Well I'm not like most people I don't give up. And not like the people who say they don't give up and then collapse under a slight pressure.
I crack, sure nearly everyone does. The were many sleepless nights where I stayed up revising for the test the next day to try and force my brain into remembering things because I new if I didn't I would fail the test.
After I found out the news that I did in fact have learning difficulties I actually cried. I cried for all the lost sleep and anger I had shed asking myself over and over why I wasn't clever.
I cried for all the trouble and pain I endured in junior school watching other kids learn and flourish.

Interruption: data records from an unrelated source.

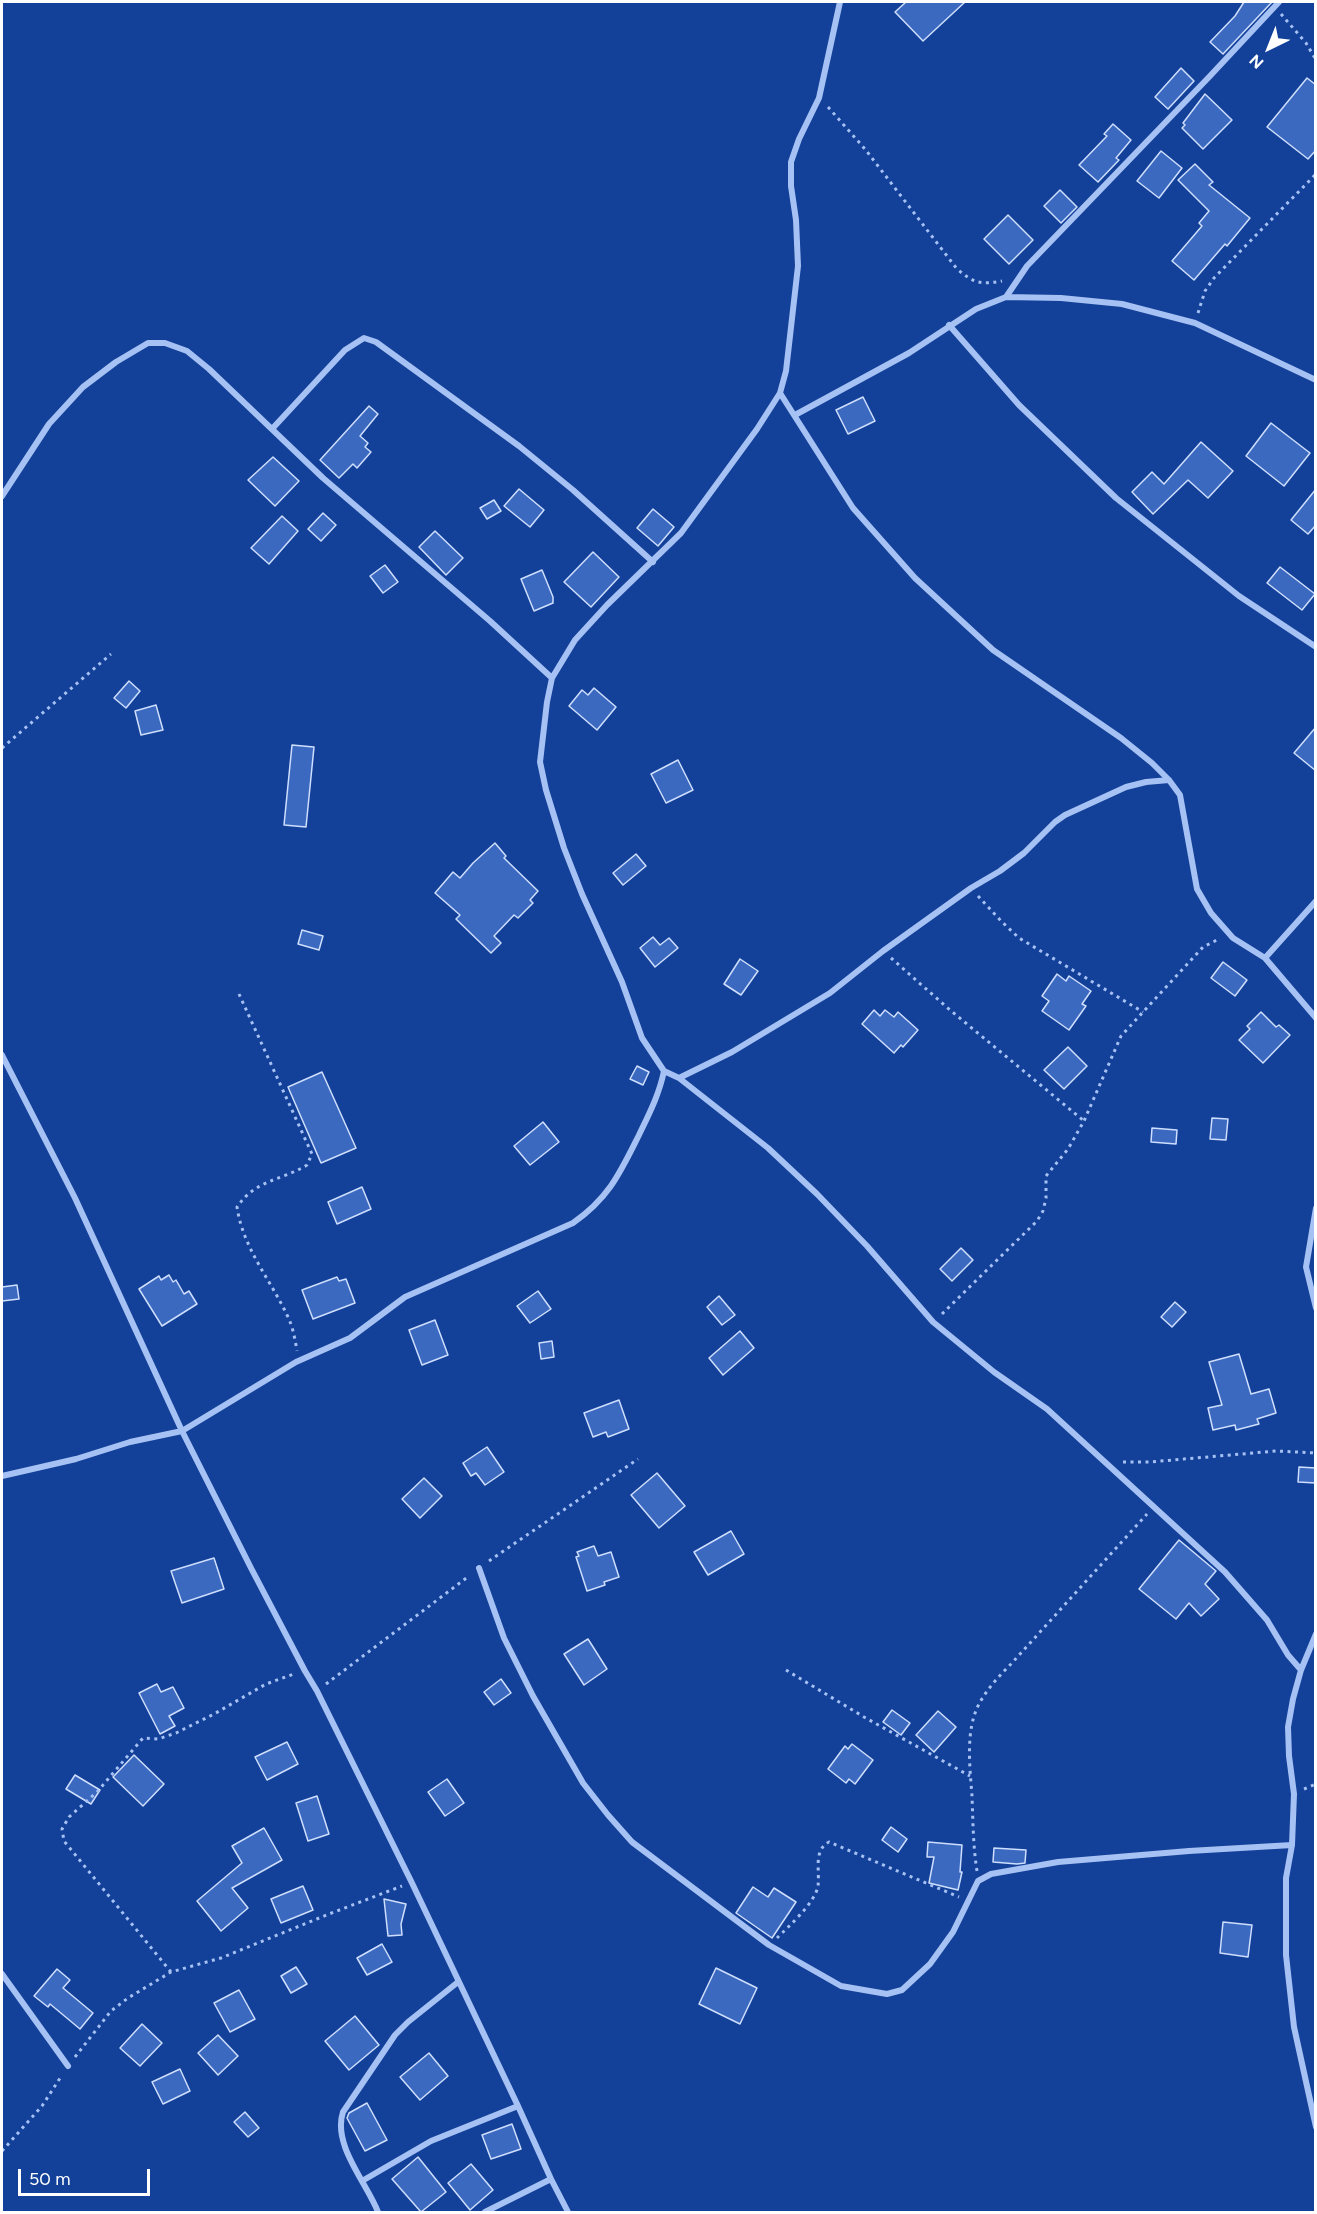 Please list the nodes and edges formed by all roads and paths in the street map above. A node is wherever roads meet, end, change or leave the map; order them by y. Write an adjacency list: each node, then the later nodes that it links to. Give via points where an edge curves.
1 (840, 2): 4 (street)
2 (1277, 4): 3 (path); 6 (street)
3 (1316, 60)
4 (819, 98): 6 (path, via 865,149 957,269 980,283); 11 (street, via 791,162 798,266)
5 (1316, 174): 8 (path, via 1214,278)
6 (1019, 278): 7 (street)
7 (1006, 297): 8 (street, via 1122,304); 9 (street)
8 (1195, 323): 10 (street)
9 (949, 325): 12 (street, via 909,352); 16 (street, via 1019,405 1116,498 1239,596)
10 (1316, 380)
11 (780, 393): 12 (street); 15 (street, via 698,511)
12 (795, 415): 20 (street, via 853,508 915,578 993,650 1121,738)
13 (272, 429): 14 (street, via 187,351 165,343 148,343 83,387 49,424); 15 (street, via 345,350 364,338 376,342 519,446); 18 (street)
14 (2, 496)
15 (653, 562): 18 (street, via 575,640)
16 (1316, 646)
17 (111, 654): 19 (path)
18 (552, 678): 30 (street, via 540,762 546,790 575,875 642,1038)
19 (2, 748)
20 (1169, 780): 21 (street, via 1126,787 1065,815 1016,859); 23 (street, via 1180,795 1197,889 1211,914)
21 (971, 888): 24 (street); 27 (path, via 1019,938)
22 (1316, 901): 25 (street)
23 (1233, 938): 25 (street); 27 (path, via 1215,939 1203,947)
24 (883, 951): 31 (street, via 807,1008); 32 (path)
25 (1265, 958): 28 (street)
26 (239, 994): 36 (path, via 312,1154 307,1165 254,1188 237,1206 244,1234 293,1330)
27 (1143, 1012): 32 (path, via 1121,1036)
28 (1316, 1018)
29 (2, 1055): 37 (street, via 75,1198)
30 (664, 1071): 31 (street); 36 (street, via 655,1102 624,1167 590,1211 573,1223 405,1297 350,1338)
31 (679, 1078): 35 (street, via 768,1148 817,1194)
32 (1084, 1121): 35 (path, via 1046,1176 1046,1198 1037,1221)
33 (1316, 1208): 34 (street, via 1306,1267)
34 (1316, 1308)
35 (933, 1322): 39 (street, via 1047,1409)
36 (296, 1362): 37 (street)
37 (182, 1431): 40 (street); 46 (street)
38 (1316, 1453): 39 (path, via 1276,1451)
39 (1105, 1462): 41 (street)
40 (2, 1476)
41 (1154, 1507): 45 (street, via 1249,1598); 47 (path, via 978,1704)
42 (479, 1568): 52 (street, via 504,1638 532,1696 583,1783 632,1842)
43 (1316, 1634): 45 (street)
44 (786, 1670): 47 (path)
45 (1301, 1670): 48 (street, via 1288,1727 1294,1794)
46 (305, 1671): 50 (street); 53 (path, via 266,1684 176,1733 158,1739 143,1738 62,1829 64,1841)
47 (970, 1776): 49 (path)
48 (1292, 1845): 49 (street, via 1058,1862 1003,1871); 58 (street, via 1286,1878 1286,1955 1294,2027)
49 (978, 1881): 51 (street)
50 (412, 1883): 53 (path, via 221,1958); 55 (street)
51 (970, 1901): 52 (street, via 930,1964 902,1990 886,1994 841,1986); 52 (path, via 829,1842 819,1851 818,1888 800,1916)
52 (769, 1945)
53 (171, 1972): 56 (path, via 111,2011)
54 (2, 1974): 56 (street)
55 (458, 1982): 57 (street); 61 (street, via 395,2036 343,2112 339,2126)
56 (69, 2066): 59 (path, via 42,2106)
57 (518, 2106): 60 (street); 61 (street, via 431,2141)
58 (1316, 2127)
59 (2, 2151)
60 (551, 2179): 63 (street); 64 (street)
61 (362, 2181): 62 (street)
62 (378, 2212)
63 (485, 2212)
64 (568, 2212)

And I wondered what it would have been like if I hadn't been good at hiding my dyslexia, if it had been registered back when I was five or even a few years before year ten. I could have been provided with more help, extra time in the end of year exams and support from teachers. Even just a knowledge of why I struggled.
In case I'm not being clear enough I was so angry for enduring all that not knowing why I had to endure all this anger.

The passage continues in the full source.